2. Nice to Know:
In the 1870s Charles Taze Russell led members of a Bible-based religious community to form an adventist group that believed that society was so fundamentally flawed that it was about to end in Armageddon, the final battle between God and Satan. Their only chance of survival into a new life depended on strict adherence to precise rules of conduct that emphasize living a pure lifestyle (refusing cigarettes and illicit drugs, although tolerating alcohol), refusing all participation in military service, in political movements, and in nationalistic activities such as pledging allegiance to a national flag; even contact sports are forbidden. Many of these beliefs were based on literal interpretations of the Bible, including belief in the actual presence of Satan in the world as the cause of all social injustice. There can be no ultimate cure for human disease in this flawed world. Evil will cease only after Armageddon, and only believers will be saved.
The question of whether or not Jehovah's Witnesses are a Christian sect is hotly debated; you will find some comments in Wikipedia and elsewhere on the web.
Transplantation may be acceptable, as long as blood is removed from the organ to be transplanted. However, transplantation procedures undertaken without access to rescue blood transfusions place Jehovah’s Witness patients at significant risk of death if complications arise (Boggi U, et al.
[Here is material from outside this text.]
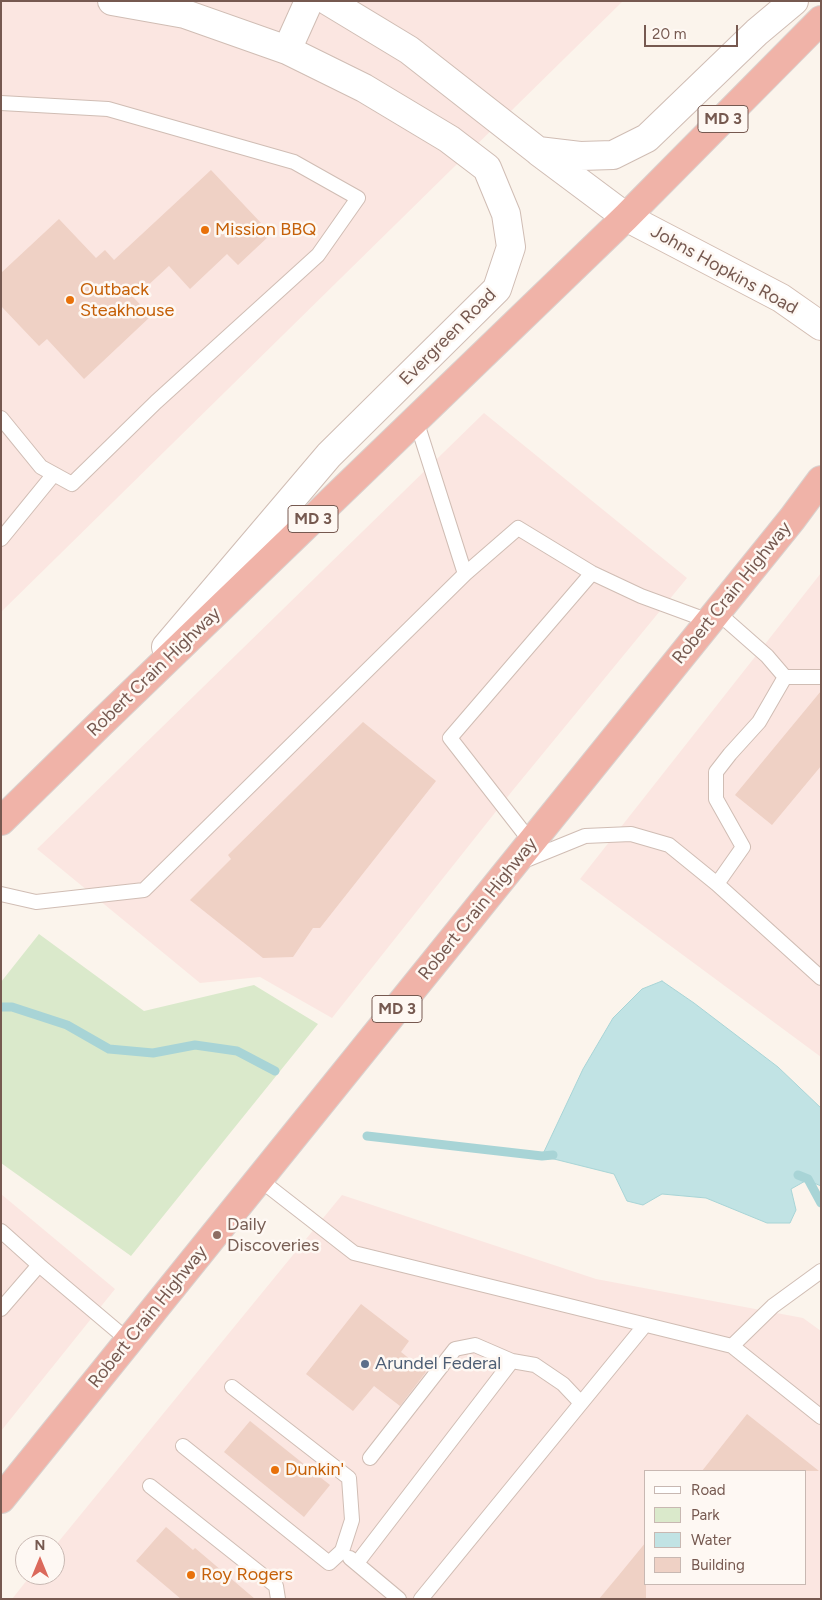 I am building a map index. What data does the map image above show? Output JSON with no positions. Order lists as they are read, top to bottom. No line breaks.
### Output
{"streets":{"highway":["MD 3","Robert Crain Highway"],"street":["Johns Hopkins Road","Evergreen Road"]},"crossings":[["Johns Hopkins Road","Robert Crain Highway"],["Evergreen Road","Robert Crain Highway"]],"places":["Mission BBQ","Outback Steakhouse","Daily Discoveries","Arundel Federal","Dunkin'","Roy Rogers"],"legend":["Road","Park","Water","Building"],"scale_bar":"20 m","north":"top"} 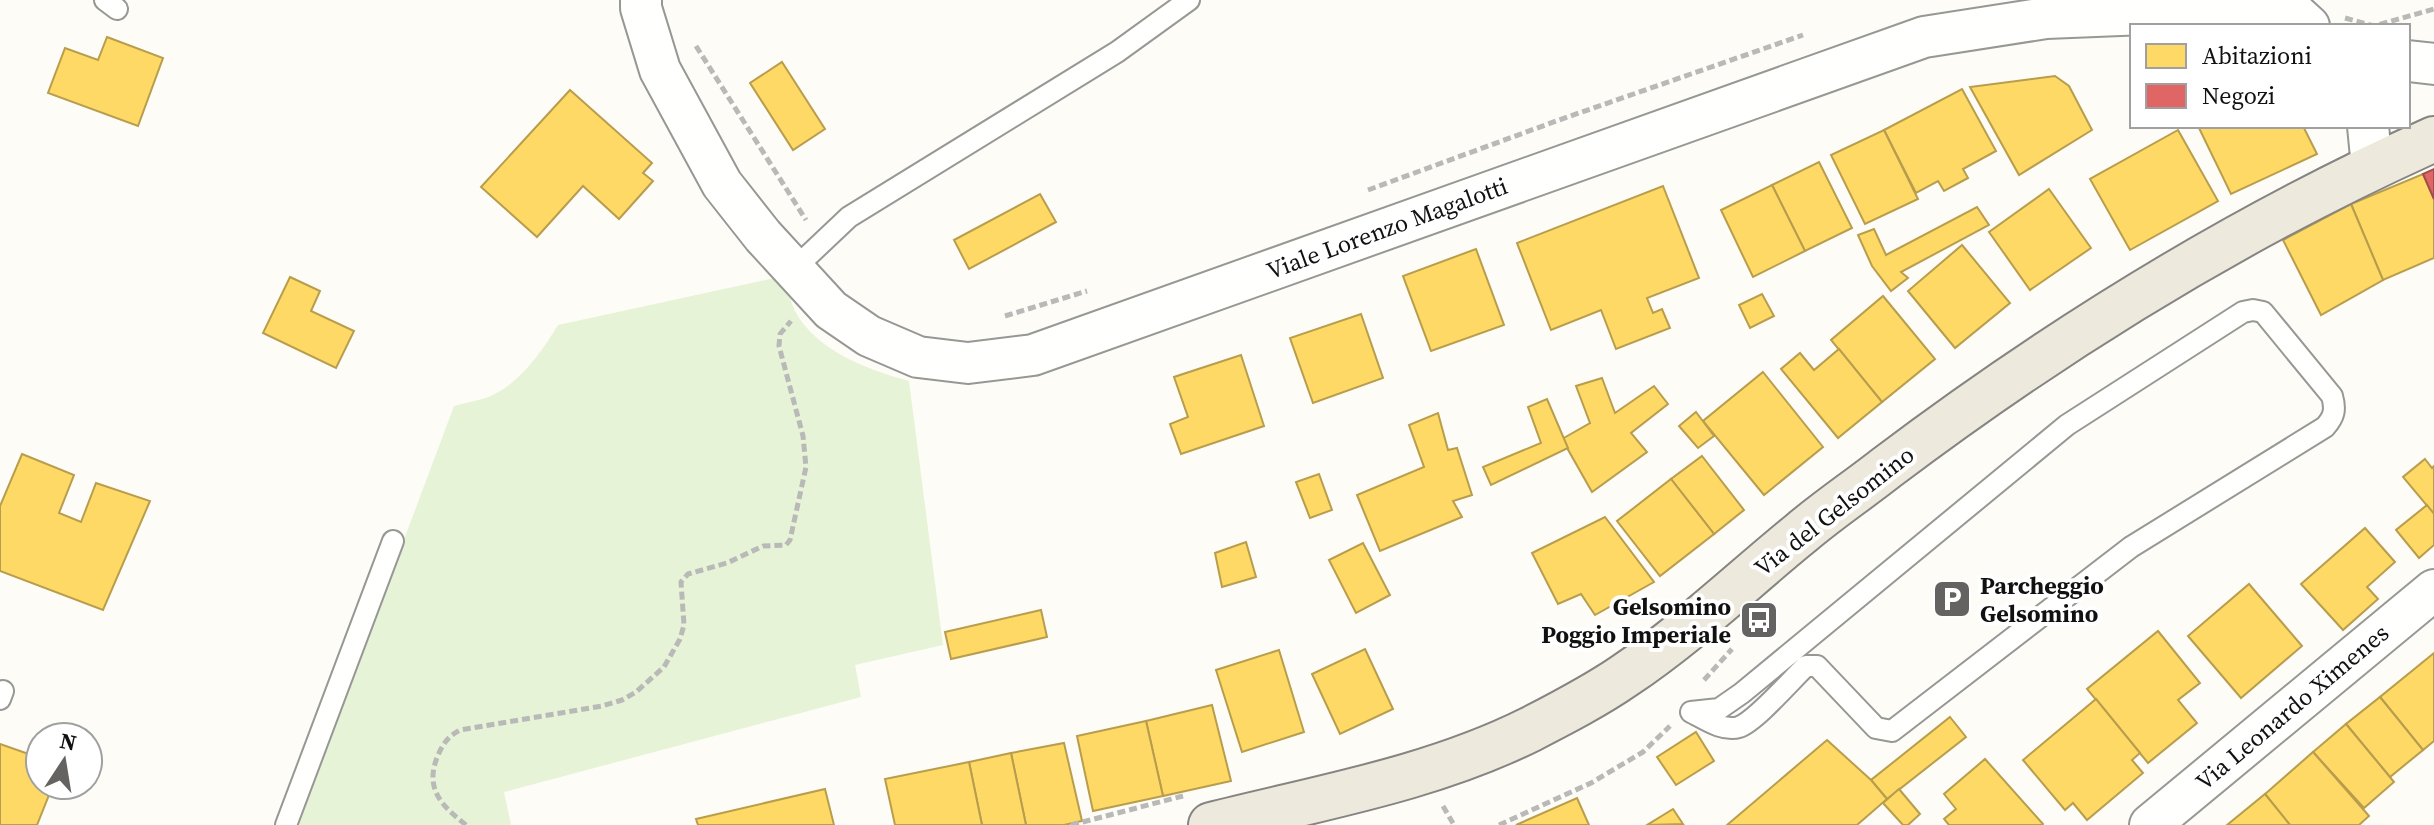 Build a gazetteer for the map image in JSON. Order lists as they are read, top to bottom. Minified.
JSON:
{"streets":{"main road":["Via del Gelsomino"],"street":["Viale Lorenzo Magalotti","Via Leonardo Ximenes"]},"places":{"parking":["Parcheggio Gelsomino"],"bus stop":["Gelsomino Poggio Imperiale"]},"legend":["Abitazioni","Negozi"],"north":"top"}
Kidney and pancreas transplants in Jehovah’s Witnesses: ethical and practical implications. Transplantation Proceedings 2004; 36:501-502.). However, various perioperative measures can avoid the need for rescue transfusion, making the outcome for transplantation in Jehovah’s Witnesses comparable to that of other patients (Figueiro J, et al. Simultaneous pancreas-kidney transplantation in Jehovah’s Witness patients. Clinical Transplantation 2003; 17:140-143).
If the patient steadfastly refuses transfusion, you should accede to the extent that your own moral conviction allows you. Use other therapies as long as these do not confer greater risk. If this is impossible for you, you may need to stabilize the patient and refer them to a colleague. In an emergency situation and when there are no advance directives and the patient cannot make their wishes known, it is defensible to perform whatever procedure is necessary to stabilize the patient. But always check, because Witness patients carry "no blood cards"; if signed, dated and witnessed these are to be taken as authority and you cannot override them. Where possible, communicate with the patient, and document every decision you take. (Guidelines based on an excellent chapter on Jehovah's Witness bioethics by O. Muramoto in The Cambridge Textbook of Bioethics, ed: PA Singer and AM Viens, Cambridge UP, 2008)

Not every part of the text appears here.